In recent years, renewable and clean energy storage technologies have attracted considerable attention due to the serious environmental pollution and fossil-fuel energy crisis1,2,3,4,5,6. Furthermore, the extensive demand of electric vehicles and portable electronic devices promote humans to develop more new energy storage devices7,8,9. Lithium-ion batteries10, sodium-ion batteries11,12 and supercapacitors (SCs)13 are potential energy storage devices currently. Among them, SCs have competitive characteristics such as high power density, long cycle life, fast charging/discharging rate, good safety and low maintenance cost14. Although the carbonaceous materials such as active carbon15, porous carbon16, graphene17,18, and carbon nanotubes19 can deliver a high power density, the electrical double layer supercapacitive (EDLS) mechanism gives rise to their low specific capacitance and energy density. So the researchers mainly focus on developing faradaic electrode materials that have higher capacity and larger energy density. In the past few years, various faradaic electrode materials, including transition metal oxides20, hydroxides21,22, sulfides23,24 and conductive polymers25,26 were intensively developed. For example, MnO227,28, NiO29 and Co3O430 are some of the most notable faradaic electrode materials, but their intrinsic electrical conductivities are poor. Conductive polymers such as polyaniline26, polypyrrole31,32 and Poly (3, 4-ethylenedioxythiophene)33 can offer a high specific capacity, but the volume expansion leads to the poor cycling performance.

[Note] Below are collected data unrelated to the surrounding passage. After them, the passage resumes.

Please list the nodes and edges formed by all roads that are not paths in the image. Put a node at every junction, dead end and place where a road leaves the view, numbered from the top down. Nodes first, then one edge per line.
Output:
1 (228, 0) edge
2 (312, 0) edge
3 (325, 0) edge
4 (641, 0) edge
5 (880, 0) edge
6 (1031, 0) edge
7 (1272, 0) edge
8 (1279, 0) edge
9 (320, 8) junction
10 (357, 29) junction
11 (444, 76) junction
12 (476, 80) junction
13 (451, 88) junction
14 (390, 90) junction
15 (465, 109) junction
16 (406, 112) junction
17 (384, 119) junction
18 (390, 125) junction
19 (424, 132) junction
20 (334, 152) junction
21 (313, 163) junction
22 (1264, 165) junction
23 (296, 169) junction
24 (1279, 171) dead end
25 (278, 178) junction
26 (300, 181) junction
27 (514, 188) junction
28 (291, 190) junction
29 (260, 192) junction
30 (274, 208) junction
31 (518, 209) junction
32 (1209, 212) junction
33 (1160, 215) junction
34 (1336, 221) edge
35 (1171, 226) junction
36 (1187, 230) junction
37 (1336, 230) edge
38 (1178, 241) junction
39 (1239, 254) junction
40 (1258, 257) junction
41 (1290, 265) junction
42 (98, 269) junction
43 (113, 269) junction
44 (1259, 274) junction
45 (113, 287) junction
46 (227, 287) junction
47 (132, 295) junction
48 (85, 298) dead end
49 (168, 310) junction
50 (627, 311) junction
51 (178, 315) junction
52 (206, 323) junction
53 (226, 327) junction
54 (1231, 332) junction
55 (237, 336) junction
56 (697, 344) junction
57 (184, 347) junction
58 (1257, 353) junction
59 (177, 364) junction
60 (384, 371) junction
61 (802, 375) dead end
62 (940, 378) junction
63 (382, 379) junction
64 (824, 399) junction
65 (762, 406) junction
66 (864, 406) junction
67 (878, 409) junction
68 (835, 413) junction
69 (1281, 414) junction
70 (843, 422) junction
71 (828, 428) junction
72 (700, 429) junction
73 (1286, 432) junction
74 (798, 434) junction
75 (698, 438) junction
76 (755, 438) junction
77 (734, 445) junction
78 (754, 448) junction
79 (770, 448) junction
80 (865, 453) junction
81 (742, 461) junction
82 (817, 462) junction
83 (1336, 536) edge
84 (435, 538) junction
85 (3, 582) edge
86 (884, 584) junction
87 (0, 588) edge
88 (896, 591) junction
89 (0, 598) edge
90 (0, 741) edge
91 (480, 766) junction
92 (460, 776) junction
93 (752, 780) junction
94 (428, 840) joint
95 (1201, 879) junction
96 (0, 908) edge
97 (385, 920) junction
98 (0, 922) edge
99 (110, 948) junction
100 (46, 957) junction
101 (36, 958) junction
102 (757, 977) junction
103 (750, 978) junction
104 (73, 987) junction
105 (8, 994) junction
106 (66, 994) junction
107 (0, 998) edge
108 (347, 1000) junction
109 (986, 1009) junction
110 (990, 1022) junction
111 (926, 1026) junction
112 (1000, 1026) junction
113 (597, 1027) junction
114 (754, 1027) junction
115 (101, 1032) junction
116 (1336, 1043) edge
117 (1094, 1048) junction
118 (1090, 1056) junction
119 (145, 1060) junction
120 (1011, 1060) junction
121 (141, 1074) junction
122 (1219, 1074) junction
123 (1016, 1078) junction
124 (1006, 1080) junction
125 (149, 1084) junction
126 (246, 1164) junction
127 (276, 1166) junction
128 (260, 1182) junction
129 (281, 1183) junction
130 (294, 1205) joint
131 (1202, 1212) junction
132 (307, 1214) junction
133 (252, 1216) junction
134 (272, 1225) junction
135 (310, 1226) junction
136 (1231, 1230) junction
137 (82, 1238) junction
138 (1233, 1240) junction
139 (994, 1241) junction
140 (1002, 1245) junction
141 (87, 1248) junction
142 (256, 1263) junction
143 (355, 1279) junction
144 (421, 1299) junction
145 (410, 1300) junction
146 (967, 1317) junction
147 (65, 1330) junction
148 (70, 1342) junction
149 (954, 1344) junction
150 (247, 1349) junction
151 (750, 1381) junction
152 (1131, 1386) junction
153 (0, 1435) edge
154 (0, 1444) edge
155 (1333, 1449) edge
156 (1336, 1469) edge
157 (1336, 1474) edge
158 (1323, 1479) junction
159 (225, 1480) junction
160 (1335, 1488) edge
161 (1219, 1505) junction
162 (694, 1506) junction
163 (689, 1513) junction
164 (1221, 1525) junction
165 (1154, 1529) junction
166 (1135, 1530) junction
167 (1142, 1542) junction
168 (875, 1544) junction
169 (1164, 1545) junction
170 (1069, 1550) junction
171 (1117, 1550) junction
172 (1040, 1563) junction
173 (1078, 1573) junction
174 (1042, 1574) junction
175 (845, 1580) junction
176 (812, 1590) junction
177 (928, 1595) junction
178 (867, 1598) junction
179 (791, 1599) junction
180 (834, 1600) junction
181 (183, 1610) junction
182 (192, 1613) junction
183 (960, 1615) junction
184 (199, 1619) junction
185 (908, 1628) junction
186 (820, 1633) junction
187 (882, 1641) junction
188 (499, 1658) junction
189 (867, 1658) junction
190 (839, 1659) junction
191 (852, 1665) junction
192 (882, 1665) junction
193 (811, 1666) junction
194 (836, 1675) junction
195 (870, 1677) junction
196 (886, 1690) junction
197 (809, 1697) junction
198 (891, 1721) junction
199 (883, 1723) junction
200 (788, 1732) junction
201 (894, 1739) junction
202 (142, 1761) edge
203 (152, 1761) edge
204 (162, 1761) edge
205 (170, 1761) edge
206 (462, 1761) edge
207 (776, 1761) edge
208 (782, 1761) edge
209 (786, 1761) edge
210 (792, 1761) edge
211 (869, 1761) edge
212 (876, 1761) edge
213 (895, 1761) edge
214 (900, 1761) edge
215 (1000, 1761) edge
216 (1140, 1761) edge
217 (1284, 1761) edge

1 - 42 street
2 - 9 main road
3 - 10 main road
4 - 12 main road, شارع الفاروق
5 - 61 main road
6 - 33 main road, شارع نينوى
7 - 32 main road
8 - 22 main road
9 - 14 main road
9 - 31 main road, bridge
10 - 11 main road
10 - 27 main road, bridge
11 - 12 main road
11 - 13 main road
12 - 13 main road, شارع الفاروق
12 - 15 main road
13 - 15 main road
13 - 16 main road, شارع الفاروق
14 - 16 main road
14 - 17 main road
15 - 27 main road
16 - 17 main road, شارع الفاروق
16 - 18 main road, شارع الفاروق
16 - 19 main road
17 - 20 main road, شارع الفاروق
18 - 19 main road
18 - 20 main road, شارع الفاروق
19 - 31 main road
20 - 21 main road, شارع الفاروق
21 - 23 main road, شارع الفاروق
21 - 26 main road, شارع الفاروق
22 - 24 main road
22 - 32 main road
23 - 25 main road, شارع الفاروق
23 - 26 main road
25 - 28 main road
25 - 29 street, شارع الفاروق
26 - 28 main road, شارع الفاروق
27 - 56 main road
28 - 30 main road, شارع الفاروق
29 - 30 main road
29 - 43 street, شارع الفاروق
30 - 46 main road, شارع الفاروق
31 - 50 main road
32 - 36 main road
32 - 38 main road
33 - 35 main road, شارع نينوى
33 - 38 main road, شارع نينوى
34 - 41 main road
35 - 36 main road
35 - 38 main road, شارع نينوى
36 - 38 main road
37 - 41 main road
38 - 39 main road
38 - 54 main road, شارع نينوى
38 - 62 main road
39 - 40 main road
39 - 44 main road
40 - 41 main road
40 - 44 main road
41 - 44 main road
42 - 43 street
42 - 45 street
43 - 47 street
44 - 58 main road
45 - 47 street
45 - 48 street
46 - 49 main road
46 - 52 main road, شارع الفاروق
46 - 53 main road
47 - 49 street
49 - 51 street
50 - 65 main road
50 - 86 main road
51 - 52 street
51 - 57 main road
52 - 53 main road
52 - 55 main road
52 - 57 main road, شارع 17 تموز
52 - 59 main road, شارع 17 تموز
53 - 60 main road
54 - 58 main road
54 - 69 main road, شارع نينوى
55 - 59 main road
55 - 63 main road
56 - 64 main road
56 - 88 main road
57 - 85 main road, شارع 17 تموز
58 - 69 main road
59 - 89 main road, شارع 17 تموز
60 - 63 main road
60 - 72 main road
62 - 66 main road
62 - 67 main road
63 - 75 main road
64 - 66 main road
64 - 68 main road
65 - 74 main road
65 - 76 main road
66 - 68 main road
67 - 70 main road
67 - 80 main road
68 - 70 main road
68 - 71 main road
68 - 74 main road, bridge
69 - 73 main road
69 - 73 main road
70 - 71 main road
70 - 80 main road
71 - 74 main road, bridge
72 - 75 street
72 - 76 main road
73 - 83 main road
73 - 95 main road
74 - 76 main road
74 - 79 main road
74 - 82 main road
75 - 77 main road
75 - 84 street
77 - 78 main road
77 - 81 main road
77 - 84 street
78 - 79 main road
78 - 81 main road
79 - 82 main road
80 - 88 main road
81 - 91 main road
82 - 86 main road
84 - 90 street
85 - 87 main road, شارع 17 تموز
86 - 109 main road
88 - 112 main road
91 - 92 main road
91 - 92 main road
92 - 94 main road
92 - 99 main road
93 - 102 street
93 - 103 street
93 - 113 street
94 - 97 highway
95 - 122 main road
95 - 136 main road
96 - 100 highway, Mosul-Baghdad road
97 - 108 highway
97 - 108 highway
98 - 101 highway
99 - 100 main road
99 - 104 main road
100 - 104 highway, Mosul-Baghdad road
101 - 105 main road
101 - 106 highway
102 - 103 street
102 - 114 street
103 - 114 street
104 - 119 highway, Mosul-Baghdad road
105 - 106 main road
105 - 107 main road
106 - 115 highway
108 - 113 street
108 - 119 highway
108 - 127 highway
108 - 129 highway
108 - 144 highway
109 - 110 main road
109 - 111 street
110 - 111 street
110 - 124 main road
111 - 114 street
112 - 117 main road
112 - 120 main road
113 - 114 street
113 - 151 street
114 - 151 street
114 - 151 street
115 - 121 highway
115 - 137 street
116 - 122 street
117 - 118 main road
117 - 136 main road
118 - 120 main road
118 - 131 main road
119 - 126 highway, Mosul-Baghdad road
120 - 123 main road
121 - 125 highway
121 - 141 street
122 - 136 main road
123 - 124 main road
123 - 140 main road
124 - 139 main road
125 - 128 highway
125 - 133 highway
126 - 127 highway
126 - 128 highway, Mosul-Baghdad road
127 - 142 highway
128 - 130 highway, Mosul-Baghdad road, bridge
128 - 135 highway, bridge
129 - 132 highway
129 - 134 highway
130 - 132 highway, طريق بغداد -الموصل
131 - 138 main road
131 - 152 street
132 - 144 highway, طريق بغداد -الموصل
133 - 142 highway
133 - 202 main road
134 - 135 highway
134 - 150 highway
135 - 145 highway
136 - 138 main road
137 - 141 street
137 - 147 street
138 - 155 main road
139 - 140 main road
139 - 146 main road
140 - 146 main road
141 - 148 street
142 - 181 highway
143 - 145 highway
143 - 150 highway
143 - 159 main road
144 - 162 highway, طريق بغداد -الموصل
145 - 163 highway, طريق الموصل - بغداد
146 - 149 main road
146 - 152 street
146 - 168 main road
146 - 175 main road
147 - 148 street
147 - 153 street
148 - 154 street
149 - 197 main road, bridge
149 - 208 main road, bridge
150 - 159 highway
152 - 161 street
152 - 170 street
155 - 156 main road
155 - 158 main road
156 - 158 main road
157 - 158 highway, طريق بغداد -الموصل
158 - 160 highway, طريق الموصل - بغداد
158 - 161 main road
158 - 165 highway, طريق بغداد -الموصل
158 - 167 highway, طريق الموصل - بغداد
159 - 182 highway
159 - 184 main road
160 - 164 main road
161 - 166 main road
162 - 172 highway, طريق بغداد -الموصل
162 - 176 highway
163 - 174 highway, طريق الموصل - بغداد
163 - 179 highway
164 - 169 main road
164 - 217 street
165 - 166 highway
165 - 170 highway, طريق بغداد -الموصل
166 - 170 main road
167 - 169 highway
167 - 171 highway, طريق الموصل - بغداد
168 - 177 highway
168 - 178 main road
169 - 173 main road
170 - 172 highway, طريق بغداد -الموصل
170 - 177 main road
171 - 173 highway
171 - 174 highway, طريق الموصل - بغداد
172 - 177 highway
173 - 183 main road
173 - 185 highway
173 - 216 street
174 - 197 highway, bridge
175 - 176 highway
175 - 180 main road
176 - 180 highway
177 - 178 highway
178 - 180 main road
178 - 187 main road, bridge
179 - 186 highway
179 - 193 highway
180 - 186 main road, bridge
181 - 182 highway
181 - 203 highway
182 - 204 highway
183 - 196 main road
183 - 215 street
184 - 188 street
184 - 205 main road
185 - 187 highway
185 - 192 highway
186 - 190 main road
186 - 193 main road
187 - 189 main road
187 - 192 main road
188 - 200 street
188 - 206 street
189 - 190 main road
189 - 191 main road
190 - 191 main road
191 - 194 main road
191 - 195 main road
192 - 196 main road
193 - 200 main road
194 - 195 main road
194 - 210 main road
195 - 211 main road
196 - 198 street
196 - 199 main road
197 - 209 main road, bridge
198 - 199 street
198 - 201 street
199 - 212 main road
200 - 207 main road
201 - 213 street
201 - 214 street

Currently, binary transition metal oxides such as NiCo2O434,35,36,37,38, NiMoO439,40,41,42,43 and CoMoO444,45 have been attracted much attention as electrode materials for supercapacitors because of their high electrical conductivity, remarkable specific capacity and environmental compatibility. For example, Lou et al.46 fabricated the NiCo2O4 nanorods and nanosheets on the carbon fiber through a facile solution method, and they delivered high capacitances of 1023.6 and 1002 F g−1, respectively. Huang et al.42 reported a Ni foam supported NiMoO4 nanoplate arrays integrated electrode, showing a high specific areal capacitance of 3.4 F cm−2 at 2 mA cm−2. However, in order to further improve the electrochemical performance, combining two types of binary metal oxides to form a unique hierarchical nanostructure is an efficient way. For example, Mai et al.45 reported hierarchical MnMoO4/CoMoO4 heterostructured nanowires, which showed an enhanced supercapacitive performance.
In addition, core-shell nanostructure electrode materials can effectively improve electrochemical performance47. For example, Cai et al.48 reported a manganese oxide/carbon york-shell anode for lithium-ion batteries, presenting a high capacity and excellent cycling performance at a high current density. Rational structure design of electrode is also important to its electrochemical performance. An efficient way is to synthesize binder-free designed electrode, because the host materials can directly connect with the conductive substrate. Carbon cloth is usually used as collector due to its low cost, high conductivity and flexibility49,50.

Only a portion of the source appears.